Vieille affaire certes, mais aux conclusions variées. En 1963, surtout dans les zones proches du pouvoir aux Etats-Unis, tout le monde a compris que Kennedy ne veut pas d’une politique de force pure : cette seule compréhension suffit à enrager les rois du pétrole ou de la finance en général, et tous ceux qui ont bâti leur carrière sur l’anticommunisme primaire. Or à l’illusion populaire d’un leader tout bénévole répond l’illusion du président, que le suffrage “démocratique” est un appui suffisant : Kennedy ne se rend pas compte de sa solitude au pouvoir, et il est tué le 22/11/63 – le chauffeur de la voiture présidentielle a probablement arrêté sa machine pour permettre aux tireurs de l’achever, mais il est bien plus probable encore que tous les services de protection avaient cessé leur travail, ou renforcé les mécanismes mis en place pour le meurtre.

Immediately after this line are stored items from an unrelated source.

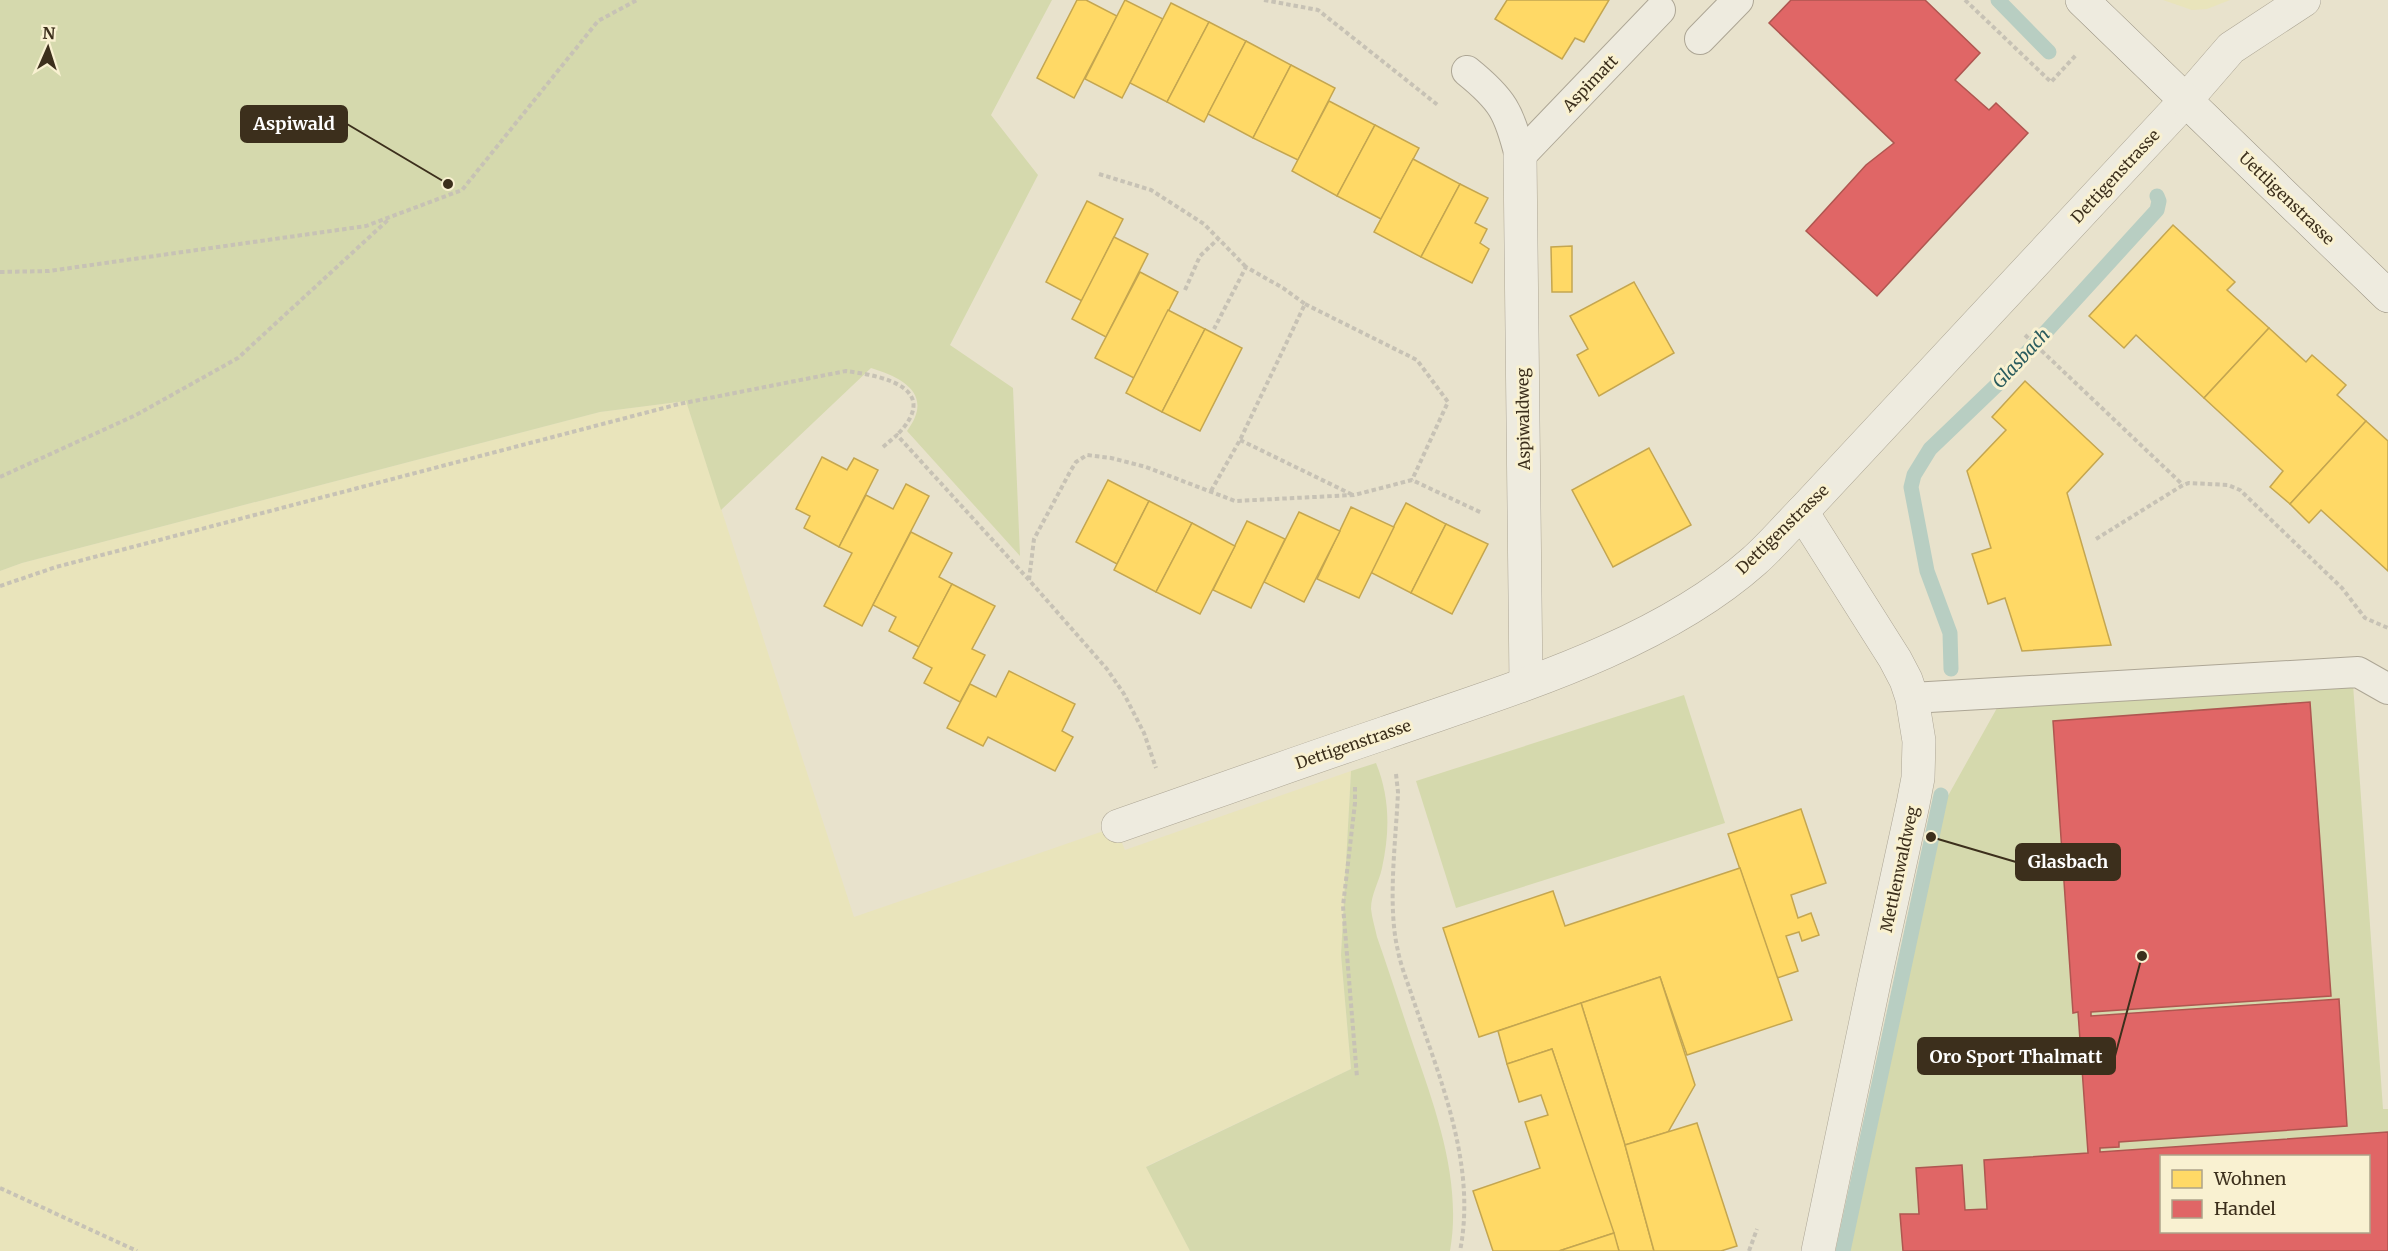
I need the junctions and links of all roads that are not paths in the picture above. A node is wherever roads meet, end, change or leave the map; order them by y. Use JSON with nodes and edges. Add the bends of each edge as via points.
{"nodes":[{"id":1,"x":1738,"y":0,"type":"edge"},
{"id":2,"x":2082,"y":0,"type":"edge"},
{"id":3,"x":2304,"y":0,"type":"edge"},
{"id":4,"x":1660,"y":10,"type":"dead end"},
{"id":5,"x":1700,"y":39,"type":"dead end"},
{"id":6,"x":1467,"y":71,"type":"dead end"},
{"id":7,"x":2186,"y":100,"type":"junction"},
{"id":8,"x":1521,"y":156,"type":"junction"},
{"id":9,"x":2388,"y":296,"type":"edge"},
{"id":10,"x":1802,"y":512,"type":"junction"},
{"id":11,"x":1526,"y":683,"type":"junction"},
{"id":12,"x":2388,"y":689,"type":"edge"},
{"id":13,"x":1912,"y":698,"type":"junction"},
{"id":14,"x":1119,"y":826,"type":"dead end"},
{"id":15,"x":1818,"y":1251,"type":"edge"}],
"edges":[{"from":1,"to":5,"type":"lane"},
{"from":2,"to":7,"type":"street","name":"Uettligenstrasse"},
{"from":3,"to":7,"type":"street","name":"Dettigenstrasse","via":[[2231,48]]},
{"from":4,"to":8,"type":"lane","name":"Aspimatt"},
{"from":6,"to":8,"type":"lane","via":[[1501,103],[1512,123]]},
{"from":7,"to":9,"type":"street","name":"Uettligenstrasse"},
{"from":7,"to":10,"type":"street","name":"Dettigenstrasse"},
{"from":8,"to":11,"type":"street","name":"Aspiwaldweg"},
{"from":10,"to":11,"type":"street","name":"Dettigenstrasse","via":[[1754,561],[1702,600],[1615,648]]},
{"from":10,"to":13,"type":"street","name":"Mettlenwaldweg","via":[[1895,659]]},
{"from":11,"to":14,"type":"street","name":"Dettigenstrasse"},
{"from":12,"to":13,"type":"lane","via":[[2358,672]]},
{"from":13,"to":15,"type":"street","name":"Mettlenwaldweg","via":[[1919,741],[1918,778]]}]}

Le monde rebascule donc en guerre froide, conformément aux voeux et aux crimes des potentats les plus résolus. Au Viet-Nam d’abord, en Indonésie, au Chili puis dans toute l’Amérique du Sud, en Afrique, partout enfin le “libéralisme” déchaîne ses interventions et ses dictatures. Depuis ses bases pakistanaises, l’intégrisme afghan soutenu par les yankees force l’URSS au ridicule d’une expédition coloniale pour soutenir ses propres fantoches. Le “Tiers-Monde” se convulse dans le sang, le rêve « non-aligné » s’y noie. Les économies pivotent de plus en plus sur les armements et l’investissement en automatisation : une part croissante, effarante du travail sert à fabriquer les armes qui réprimeront les démocraties ou élimineront les travailleurs. L’URSS ne peut suivre : le peuple russe sera mis à genoux par la confluence de la course aux armements et de l’exploitation coloniale et “post”-industrielle, salaires de misères en “délocalisations” d’un côté, automates de plus en plus performants de l’autre – tandis que la logorrhée bureaucratique soviétique oppose ses phrases aux robots et aux soldats du capital dans la plus pure tradition dialectique.
Bien sûr, les habitués du pouvoir, mensonge et meurtre en masse, ont “gagné”. Comme après l’invasion de l’Amérique, la chrétienté renaît sur un monde de ruines. Il est temps de laisser dire quelques vérités, puisque c’est devenu inévitable, puisque la victoire des féodaux est acquise et puisque, tous débats déplacés, il est désormais inutile, dangereux et coûteux de censurer davantage. Le livre de Garrison paraît donc, avec son hymne à la coexistence pacifique, au moment où déjà on sait en milieux informés vers quoi vont Gorbatchev et les illusions qui le portent...
II. L’initiation

Ce n’est pas que l’arrachement de la démocratie au peuple américain (et aux autres) soit allé sans luttes. Contre l’affabulation absurde de leurs gouvernants lors de l’assassinat, des voix s’y sont élevées dès l’abord, sans trop savoir ni comprendre, éprouvant une leçon toujours renouvelée : il n’y a point de liberté sans vérité, et la vérité est globale, universelle, ou elle n’est pas. Toute dissimulation, fût-elle provisoire, partielle, et entraînant des gens de bonne intention, est ou sera l’abri d’un pouvoir, d’une violence faite à l’immense majorité – tout mensonge public est le fourreau d’un crime d’Etat.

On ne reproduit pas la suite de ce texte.